### Source material

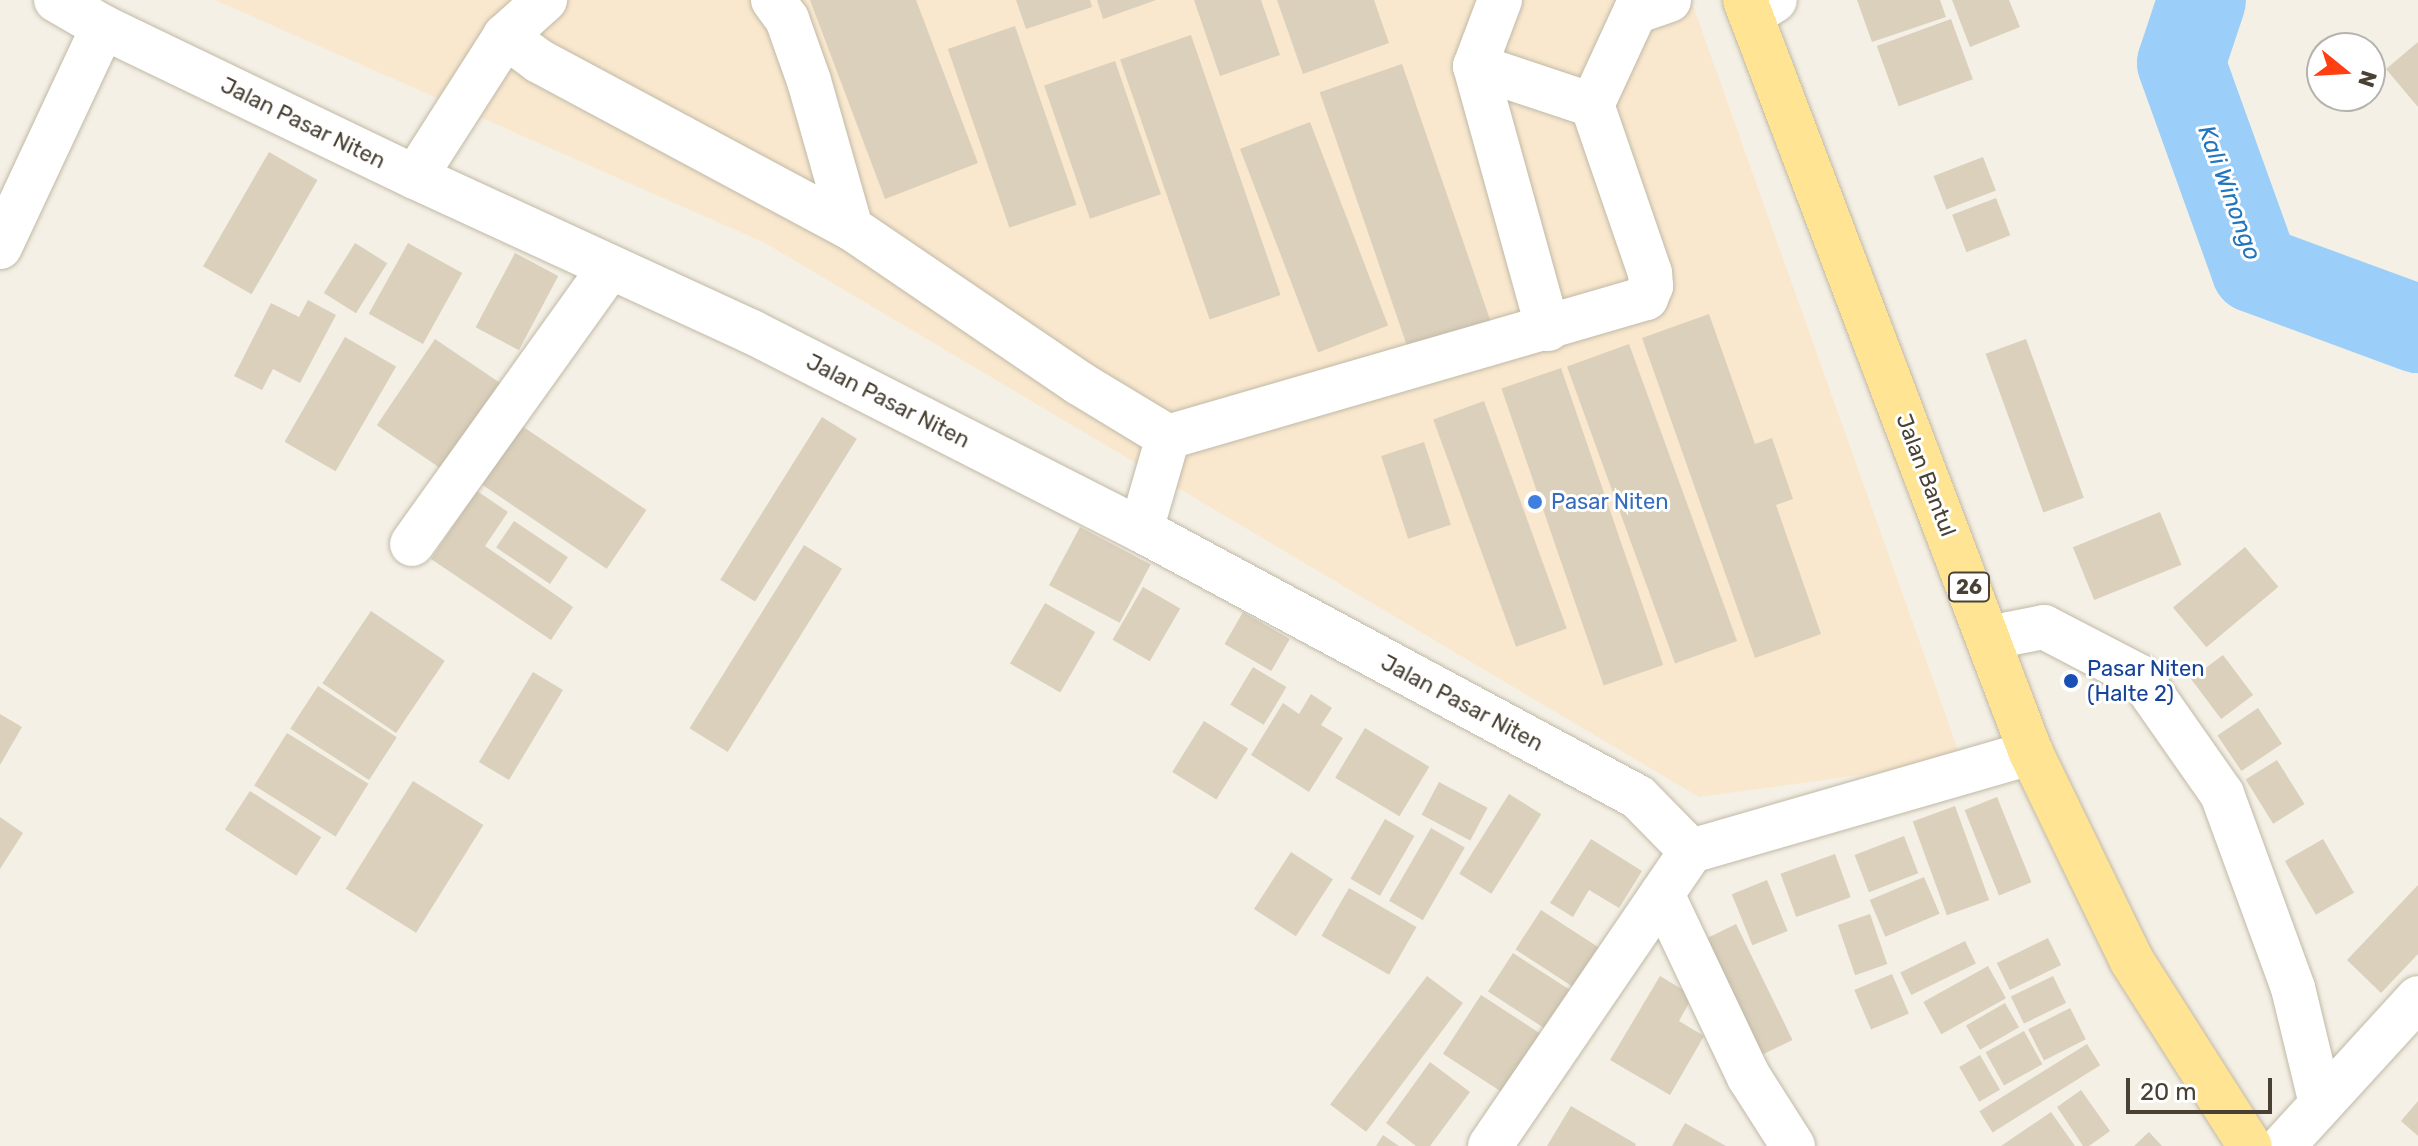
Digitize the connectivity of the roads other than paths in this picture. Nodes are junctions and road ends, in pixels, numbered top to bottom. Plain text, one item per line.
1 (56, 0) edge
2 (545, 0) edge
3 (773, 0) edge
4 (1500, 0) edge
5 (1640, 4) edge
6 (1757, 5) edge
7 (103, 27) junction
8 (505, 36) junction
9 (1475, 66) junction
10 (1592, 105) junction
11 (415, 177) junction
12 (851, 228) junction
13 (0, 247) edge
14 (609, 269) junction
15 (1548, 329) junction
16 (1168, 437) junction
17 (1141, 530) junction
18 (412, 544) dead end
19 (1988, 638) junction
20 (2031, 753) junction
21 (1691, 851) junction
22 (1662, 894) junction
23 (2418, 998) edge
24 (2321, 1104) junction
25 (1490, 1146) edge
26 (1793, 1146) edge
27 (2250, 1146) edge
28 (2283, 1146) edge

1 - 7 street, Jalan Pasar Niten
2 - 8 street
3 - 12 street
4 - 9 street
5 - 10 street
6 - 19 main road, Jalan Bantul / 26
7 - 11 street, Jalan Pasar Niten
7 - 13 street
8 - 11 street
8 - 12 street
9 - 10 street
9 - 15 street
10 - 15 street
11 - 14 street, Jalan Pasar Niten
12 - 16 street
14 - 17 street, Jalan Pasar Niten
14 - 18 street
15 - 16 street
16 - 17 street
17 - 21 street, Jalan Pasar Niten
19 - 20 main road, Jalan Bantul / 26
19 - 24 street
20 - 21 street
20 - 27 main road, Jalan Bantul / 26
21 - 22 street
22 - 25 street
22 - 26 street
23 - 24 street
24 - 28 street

######

== Instructions to follow ==
The whole listing must be restated word for word. Leave out any pictures.

== Solution for this exercise ==
Digitize the connectivity of the roads other than paths in this picture. Nodes are junctions and road ends, in pixels, numbered top to bottom. Plain text, one item per line.
1 (56, 0) edge
2 (545, 0) edge
3 (773, 0) edge
4 (1500, 0) edge
5 (1640, 4) edge
6 (1757, 5) edge
7 (103, 27) junction
8 (505, 36) junction
9 (1475, 66) junction
10 (1592, 105) junction
11 (415, 177) junction
12 (851, 228) junction
13 (0, 247) edge
14 (609, 269) junction
15 (1548, 329) junction
16 (1168, 437) junction
17 (1141, 530) junction
18 (412, 544) dead end
19 (1988, 638) junction
20 (2031, 753) junction
21 (1691, 851) junction
22 (1662, 894) junction
23 (2418, 998) edge
24 (2321, 1104) junction
25 (1490, 1146) edge
26 (1793, 1146) edge
27 (2250, 1146) edge
28 (2283, 1146) edge

1 - 7 street, Jalan Pasar Niten
2 - 8 street
3 - 12 street
4 - 9 street
5 - 10 street
6 - 19 main road, Jalan Bantul / 26
7 - 11 street, Jalan Pasar Niten
7 - 13 street
8 - 11 street
8 - 12 street
9 - 10 street
9 - 15 street
10 - 15 street
11 - 14 street, Jalan Pasar Niten
12 - 16 street
14 - 17 street, Jalan Pasar Niten
14 - 18 street
15 - 16 street
16 - 17 street
17 - 21 street, Jalan Pasar Niten
19 - 20 main road, Jalan Bantul / 26
19 - 24 street
20 - 21 street
20 - 27 main road, Jalan Bantul / 26
21 - 22 street
22 - 25 street
22 - 26 street
23 - 24 street
24 - 28 street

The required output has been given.